Kaggle Titanic Practice 4: Improving Survival Prediction with Random Forest Age Imputation

#machinelearning #kaggle #python #datascience

Abstract

Changed age imputation from median values by title to predictive imputation using RandomForestRegressor.
The best 5-Fold CV (Cross-Validation) score improved from 0.8507 to 0.8519 (Logistic Regression).
Kaggle Public Score increased from 0.78708 to 0.78947.
Validation code is committed to GitHub: titanic_eda_20260702_2031_age_imputation.ipynb.

Overview

In the Kaggle Titanic: Machine Learning from Disaster competition, passenger Age is a critical factor for predicting survival.
Previously, we filled missing values with the median age of each passenger title (Mr, Miss, Mrs, Master, Rare). This time, we tried a more advanced approach: predicting the missing ages using a machine learning model (RandomForestRegressor) based on other features (Pclass, Sex, SibSp, Parch, Fare, Embarked, Deck).

Implementation

Here is the preprocessing code for the imputation. We trained RandomForestRegressor on passengers with known ages and predicted the missing values.

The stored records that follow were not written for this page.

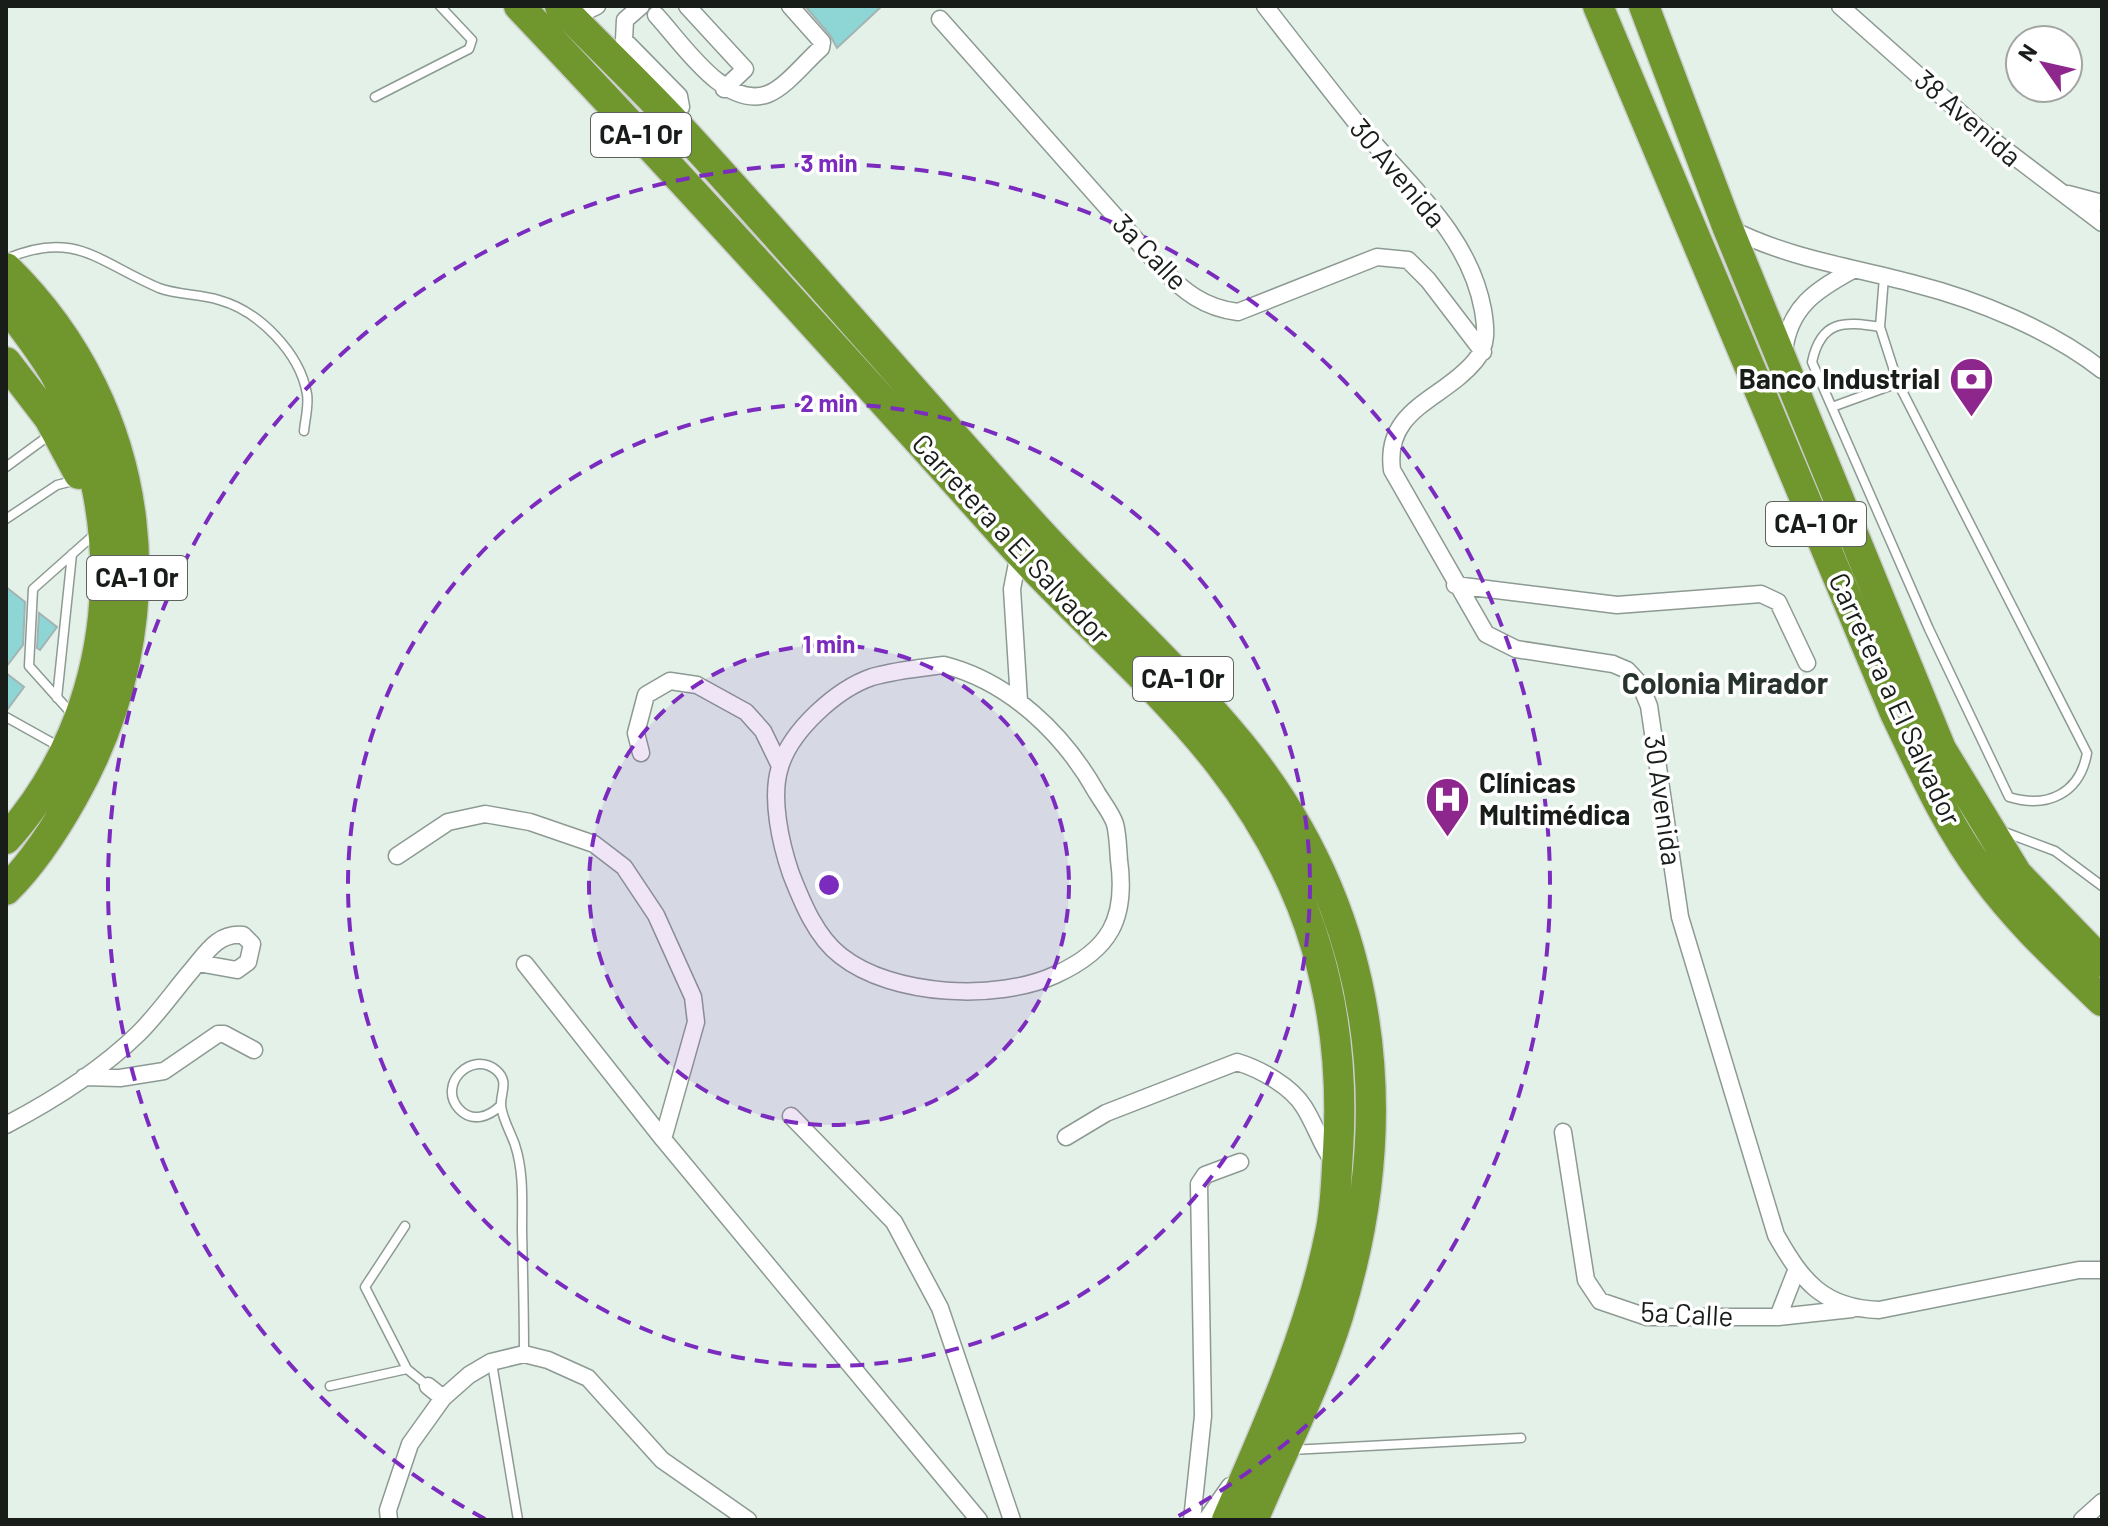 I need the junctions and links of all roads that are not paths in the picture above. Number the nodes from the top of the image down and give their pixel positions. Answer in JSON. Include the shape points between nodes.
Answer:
{"nodes":[{"id":1,"x":440,"y":6,"type":"edge"},
{"id":2,"x":519,"y":6,"type":"edge"},
{"id":3,"x":641,"y":6,"type":"edge"},
{"id":4,"x":687,"y":6,"type":"edge"},
{"id":5,"x":790,"y":6,"type":"edge"},
{"id":6,"x":1265,"y":6,"type":"edge"},
{"id":7,"x":1598,"y":6,"type":"edge"},
{"id":8,"x":1629,"y":6,"type":"edge"},
{"id":9,"x":1644,"y":6,"type":"edge"},
{"id":10,"x":1840,"y":6,"type":"edge"},
{"id":11,"x":656,"y":9,"type":"edge"},
{"id":12,"x":576,"y":10,"type":"edge"},
{"id":13,"x":940,"y":19,"type":"dead end"},
{"id":14,"x":614,"y":41,"type":"junction"},
{"id":15,"x":1672,"y":78,"type":"junction"},
{"id":16,"x":724,"y":89,"type":"junction"},
{"id":17,"x":375,"y":97,"type":"dead end"},
{"id":18,"x":2062,"y":193,"type":"junction"},
{"id":19,"x":2102,"y":203,"type":"edge"},
{"id":20,"x":2102,"y":223,"type":"edge"},
{"id":21,"x":1727,"y":226,"type":"junction"},
{"id":22,"x":6,"y":259,"type":"edge"},
{"id":23,"x":6,"y":268,"type":"edge"},
{"id":24,"x":1853,"y":270,"type":"junction"},
{"id":25,"x":1884,"y":277,"type":"junction"},
{"id":26,"x":6,"y":305,"type":"edge"},
{"id":27,"x":1880,"y":327,"type":"junction"},
{"id":28,"x":6,"y":333,"type":"edge"},
{"id":29,"x":1483,"y":352,"type":"junction"},
{"id":30,"x":6,"y":362,"type":"edge"},
{"id":31,"x":1782,"y":363,"type":"junction"},
{"id":32,"x":2102,"y":370,"type":"edge"},
{"id":33,"x":55,"y":374,"type":"junction"},
{"id":34,"x":1898,"y":383,"type":"junction"},
{"id":35,"x":1832,"y":407,"type":"junction"},
{"id":36,"x":56,"y":431,"type":"junction"},
{"id":37,"x":304,"y":431,"type":"dead end"},
{"id":38,"x":6,"y":467,"type":"edge"},
{"id":39,"x":82,"y":478,"type":"junction"},
{"id":40,"x":6,"y":519,"type":"edge"},
{"id":41,"x":103,"y":523,"type":"junction"},
{"id":42,"x":72,"y":553,"type":"junction"},
{"id":43,"x":1019,"y":553,"type":"junction"},
{"id":44,"x":1455,"y":585,"type":"junction"},
{"id":45,"x":1807,"y":663,"type":"dead end"},
{"id":46,"x":57,"y":698,"type":"junction"},
{"id":47,"x":1019,"y":701,"type":"junction"},
{"id":48,"x":6,"y":717,"type":"edge"},
{"id":49,"x":79,"y":721,"type":"junction"},
{"id":50,"x":65,"y":751,"type":"junction"},
{"id":51,"x":641,"y":753,"type":"dead end"},
{"id":52,"x":780,"y":766,"type":"junction"},
{"id":53,"x":1985,"y":826,"type":"junction"},
{"id":54,"x":6,"y":839,"type":"edge"},
{"id":55,"x":397,"y":856,"type":"dead end"},
{"id":56,"x":2102,"y":886,"type":"edge"},
{"id":57,"x":6,"y":890,"type":"edge"},
{"id":58,"x":2102,"y":962,"type":"edge"},
{"id":59,"x":198,"y":963,"type":"dead end"},
{"id":60,"x":525,"y":964,"type":"dead end"},
{"id":61,"x":2102,"y":1001,"type":"edge"},
{"id":62,"x":254,"y":1050,"type":"dead end"},
{"id":63,"x":84,"y":1077,"type":"junction"},
{"id":64,"x":501,"y":1105,"type":"junction"},
{"id":65,"x":791,"y":1116,"type":"dead end"},
{"id":66,"x":1326,"y":1120,"type":"junction"},
{"id":67,"x":6,"y":1125,"type":"edge"},
{"id":68,"x":1563,"y":1132,"type":"dead end"},
{"id":69,"x":1066,"y":1137,"type":"dead end"},
{"id":70,"x":663,"y":1139,"type":"junction"},
{"id":71,"x":1240,"y":1162,"type":"dead end"},
{"id":72,"x":405,"y":1226,"type":"dead end"},
{"id":73,"x":2102,"y":1270,"type":"edge"},
{"id":74,"x":1796,"y":1271,"type":"junction"},
{"id":75,"x":1854,"y":1309,"type":"junction"},
{"id":76,"x":1778,"y":1317,"type":"junction"},
{"id":77,"x":524,"y":1354,"type":"junction"},
{"id":78,"x":491,"y":1362,"type":"junction"},
{"id":79,"x":407,"y":1369,"type":"junction"},
{"id":80,"x":330,"y":1386,"type":"dead end"},
{"id":81,"x":428,"y":1386,"type":"joint"},
{"id":82,"x":443,"y":1398,"type":"junction"},
{"id":83,"x":1521,"y":1438,"type":"dead end"},
{"id":84,"x":1272,"y":1446,"type":"junction"},
{"id":85,"x":2102,"y":1502,"type":"edge"},
{"id":86,"x":389,"y":1520,"type":"edge"},
{"id":87,"x":518,"y":1520,"type":"edge"},
{"id":88,"x":748,"y":1520,"type":"edge"},
{"id":89,"x":979,"y":1520,"type":"edge"},
{"id":90,"x":1012,"y":1520,"type":"edge"},
{"id":91,"x":1192,"y":1520,"type":"edge"},
{"id":92,"x":1206,"y":1520,"type":"edge"},
{"id":93,"x":1227,"y":1520,"type":"edge"},
{"id":94,"x":1254,"y":1520,"type":"edge"},
{"id":95,"x":2082,"y":1520,"type":"edge"}],
"edges":[{"from":1,"to":17,"type":"lane","via":[[472,40],[469,49]]},
{"from":2,"to":43,"type":"highway","name":"Carretera a El Salvador","number":"CA-1 Or","via":[[763,265]]},
{"from":3,"to":14,"type":"street","via":[[625,20]]},
{"from":4,"to":16,"type":"street","via":[[745,69]]},
{"from":5,"to":16,"type":"street","via":[[822,42],[821,48],[770,93],[750,97]]},
{"from":6,"to":29,"type":"street","name":"30 Avenida","via":[[1365,133],[1430,202],[1476,276],[1486,329]]},
{"from":7,"to":61,"type":"highway","name":"Carretera a El Salvador","number":"CA-1 Or","via":[[1928,782],[1984,875]]},
{"from":8,"to":15,"type":"highway","via":[[1650,62]]},
{"from":9,"to":15,"type":"highway","name":"Carretera a El Salvador","number":"CA-1 Or"},
{"from":10,"to":18,"type":"street","name":"38 Avenida","via":[[1982,132]]},
{"from":11,"to":16,"type":"street"},
{"from":12,"to":14,"type":"highway","name":"Carretera a El Salvador","number":"CA-1 Or"},
{"from":13,"to":29,"type":"street","name":"3a Calle","via":[[1160,267],[1199,301],[1238,312],[1377,257],[1408,260]]},
{"from":14,"to":84,"type":"highway","name":"Carretera a El Salvador","number":"CA-1 Or","via":[[671,118],[1036,529],[1205,703],[1292,817],[1336,902],[1360,988],[1367,1047],[1371,1096],[1365,1192],[1337,1320]]},
{"from":15,"to":21,"type":"highway","name":"Carretera a El Salvador","number":"CA-1 Or"},
{"from":18,"to":19,"type":"street"},
{"from":18,"to":20,"type":"street","name":"38 Avenida"},
{"from":21,"to":24,"type":"street","via":[[1765,246]]},
{"from":21,"to":31,"type":"highway","name":"Carretera a El Salvador","number":"CA-1 Or"},
{"from":22,"to":37,"type":"lane","via":[[37,245],[80,250],[168,291],[222,300],[261,322],[292,356],[307,395]]},
{"from":23,"to":57,"type":"highway","number":"CA-1 Or","via":[[65,343],[111,428],[128,496],[137,576],[131,641],[101,743],[57,827]]},
{"from":24,"to":25,"type":"street"},
{"from":24,"to":31,"type":"street","via":[[1820,288],[1795,313]]},
{"from":25,"to":27,"type":"lane"},
{"from":25,"to":32,"type":"street","via":[[2015,321]]},
{"from":26,"to":33,"type":"highway","number":"CA-1 Or"},
{"from":27,"to":34,"type":"lane"},
{"from":27,"to":35,"type":"lane","via":[[1851,323],[1830,329],[1816,342],[1812,362]]},
{"from":28,"to":33,"type":"highway"},
{"from":29,"to":44,"type":"street","name":"30 Avenida","via":[[1409,415],[1390,447],[1392,470]]},
{"from":30,"to":36,"type":"highway"},
{"from":31,"to":53,"type":"highway","name":"Carretera a El Salvador","number":"CA-1 Or","via":[[1941,749]]},
{"from":33,"to":41,"type":"highway","number":"CA-1 Or","via":[[86,450]]},
{"from":34,"to":35,"type":"lane"},
{"from":34,"to":35,"type":"lane","via":[[2087,753],[2083,775],[2060,795],[2029,803],[2009,797]]},
{"from":36,"to":38,"type":"lane"},
{"from":36,"to":39,"type":"highway"},
{"from":39,"to":40,"type":"lane","via":[[57,485]]},
{"from":39,"to":41,"type":"highway"},
{"from":41,"to":42,"type":"lane"},
{"from":41,"to":49,"type":"highway","number":"CA-1 Or","via":[[104,623]]},
{"from":42,"to":46,"type":"lane"},
{"from":42,"to":46,"type":"lane","via":[[33,589],[29,666]]},
{"from":43,"to":47,"type":"street","via":[[1012,589]]},
{"from":43,"to":66,"type":"highway","name":"Carretera a El Salvador","number":"CA-1 Or","via":[[1189,728],[1267,832],[1307,915],[1330,995]]},
{"from":44,"to":45,"type":"street","via":[[1617,605],[1761,594],[1778,602]]},
{"from":44,"to":74,"type":"street","name":"30 Avenida","via":[[1486,634],[1503,644],[1613,664],[1640,684],[1653,732],[1680,917],[1776,1235]]},
{"from":46,"to":49,"type":"lane"},
{"from":47,"to":52,"type":"street","via":[[971,672],[944,665],[871,678],[835,695],[808,721]]},
{"from":47,"to":52,"type":"street","via":[[1064,744],[1115,824],[1123,890],[1108,938],[1087,957],[1034,984],[936,991],[841,956],[802,903],[785,856],[777,796]]},
{"from":48,"to":50,"type":"lane"},
{"from":49,"to":50,"type":"highway","number":"CA-1 Or"},
{"from":50,"to":54,"type":"highway","number":"CA-1 Or"},
{"from":51,"to":52,"type":"street","via":[[636,733],[646,695],[670,681],[697,685],[746,712],[763,731]]},
{"from":53,"to":56,"type":"lane","via":[[2055,851]]},
{"from":53,"to":58,"type":"highway","name":"Carretera a El Salvador","number":"CA-1 Or","via":[[2017,874]]},
{"from":55,"to":70,"type":"street","via":[[448,822],[485,814],[530,822],[594,844],[624,867],[656,915],[693,997],[696,1022]]},
{"from":59,"to":63,"type":"street","via":[[139,1033]]},
{"from":60,"to":70,"type":"street"},
{"from":62,"to":63,"type":"street","via":[[218,1034],[164,1071]]},
{"from":63,"to":67,"type":"street"},
{"from":64,"to":64,"type":"lane","via":[[503,1080],[483,1064],[470,1065],[453,1083],[452,1096],[467,1115],[480,1118]]},
{"from":64,"to":77,"type":"lane","via":[[521,1162]]},
{"from":65,"to":90,"type":"street","via":[[894,1222],[940,1308]]},
{"from":66,"to":69,"type":"street","via":[[1259,1068],[1237,1062],[1106,1113]]},
{"from":66,"to":84,"type":"highway","name":"Carretera a El Salvador","number":"CA-1 Or","via":[[1337,1167],[1331,1230]]},
{"from":68,"to":76,"type":"street","name":"5a Calle","via":[[1586,1280],[1600,1301],[1647,1317]]},
{"from":70,"to":89,"type":"street"},
{"from":71,"to":91,"type":"street","via":[[1205,1175],[1199,1184],[1203,1416]]},
{"from":72,"to":79,"type":"lane","via":[[365,1287]]},
{"from":73,"to":75,"type":"street","via":[[2079,1270],[1879,1310]]},
{"from":74,"to":75,"type":"street","name":"30 Avenida","via":[[1812,1287]]},
{"from":74,"to":76,"type":"street"},
{"from":75,"to":76,"type":"street","name":"5a Calle"},
{"from":77,"to":78,"type":"street"},
{"from":77,"to":88,"type":"street","via":[[588,1378],[662,1460]]},
{"from":78,"to":82,"type":"street"},
{"from":78,"to":87,"type":"lane"},
{"from":79,"to":80,"type":"lane"},
{"from":79,"to":81,"type":"lane"},
{"from":81,"to":82,"type":"street"},
{"from":82,"to":86,"type":"street","via":[[410,1444]]},
{"from":83,"to":84,"type":"lane"},
{"from":84,"to":92,"type":"street"},
{"from":84,"to":93,"type":"highway","name":"Carretera a El Salvador","number":"CA-1 Or"},
{"from":84,"to":94,"type":"highway","name":"Carretera a El Salvador","number":"CA-1 Or"},
{"from":85,"to":95,"type":"street"}]} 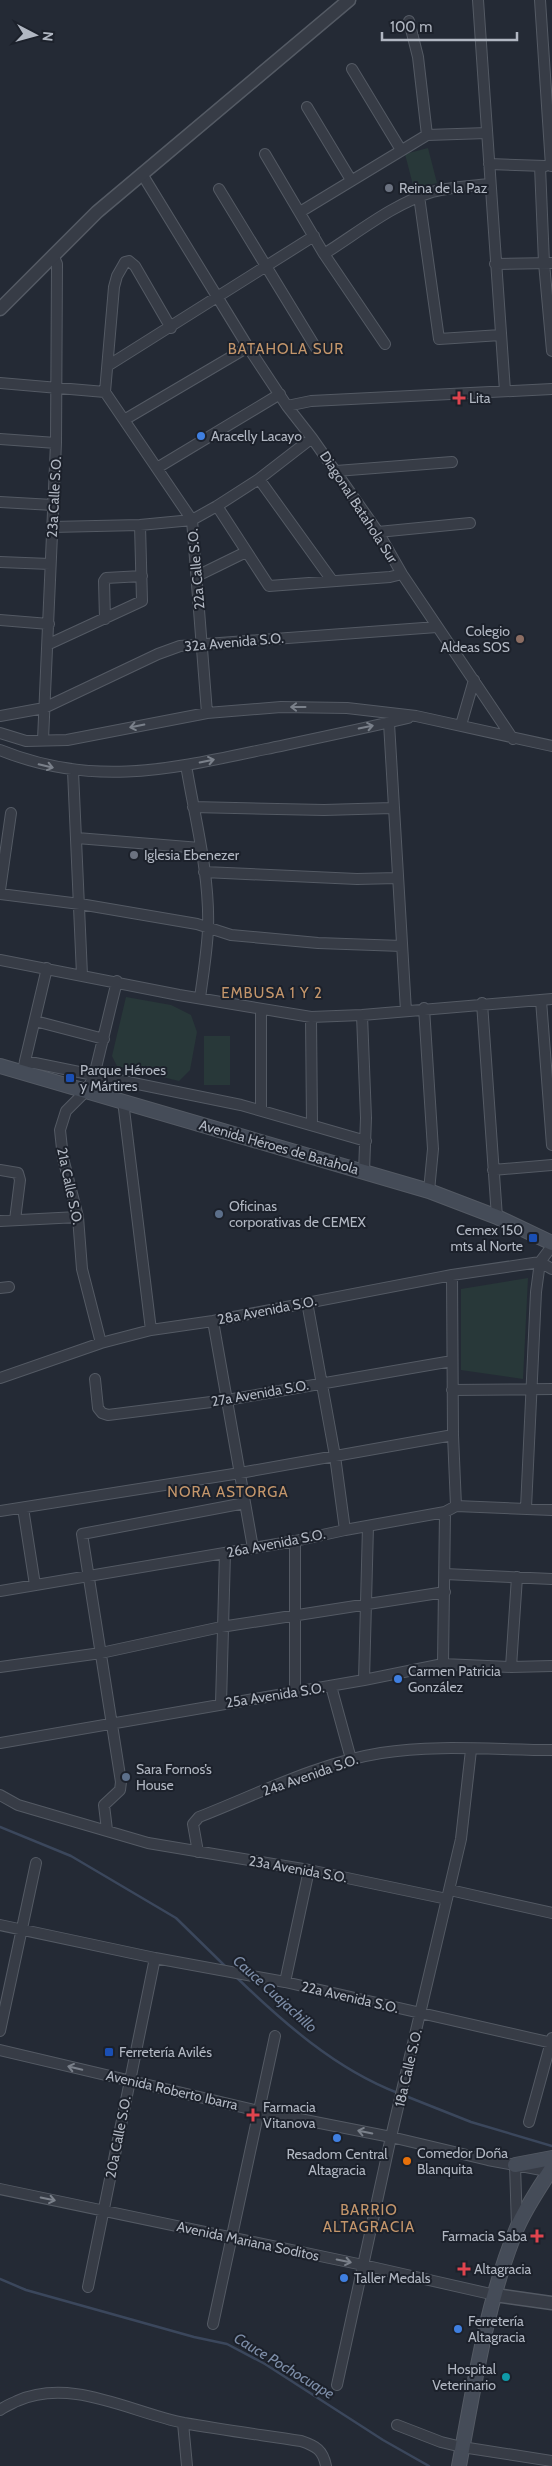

from sklearn.ensemble import RandomForestRegressor

# Features used for predicting Age
age_features = ['Pclass', 'Sex', 'SibSp', 'Parch', 'Fare', 'Embarked', 'Title', 'Deck', 'FamilySize', 'IsAlone', 'Age']
df_age_prep = df_all[age_features].copy()

# One-Hot Encoding for categorical features
cat_cols_for_age = ['Sex', 'Embarked', 'Title', 'Deck']
df_age_encoded = pd.get_dummies(df_age_prep, columns=cat_cols_for_age, drop_first=True)

# Split into known and unknown age datasets
train_age = df_age_encoded[df_age_encoded['Age'].notnull()]
test_age = df_age_encoded[df_age_encoded['Age'].isnull()]

X_train_age = train_age.drop(columns=['Age'])
y_train_age = train_age['Age']
X_test_age = test_age.drop(columns=['Age'])

# Train regressor and predict missing age
age_regressor = RandomForestRegressor(n_estimators=100, random_state=42)
age_regressor.fit(X_train_age, y_train_age)
predicted_ages = age_regressor.predict(X_test_age)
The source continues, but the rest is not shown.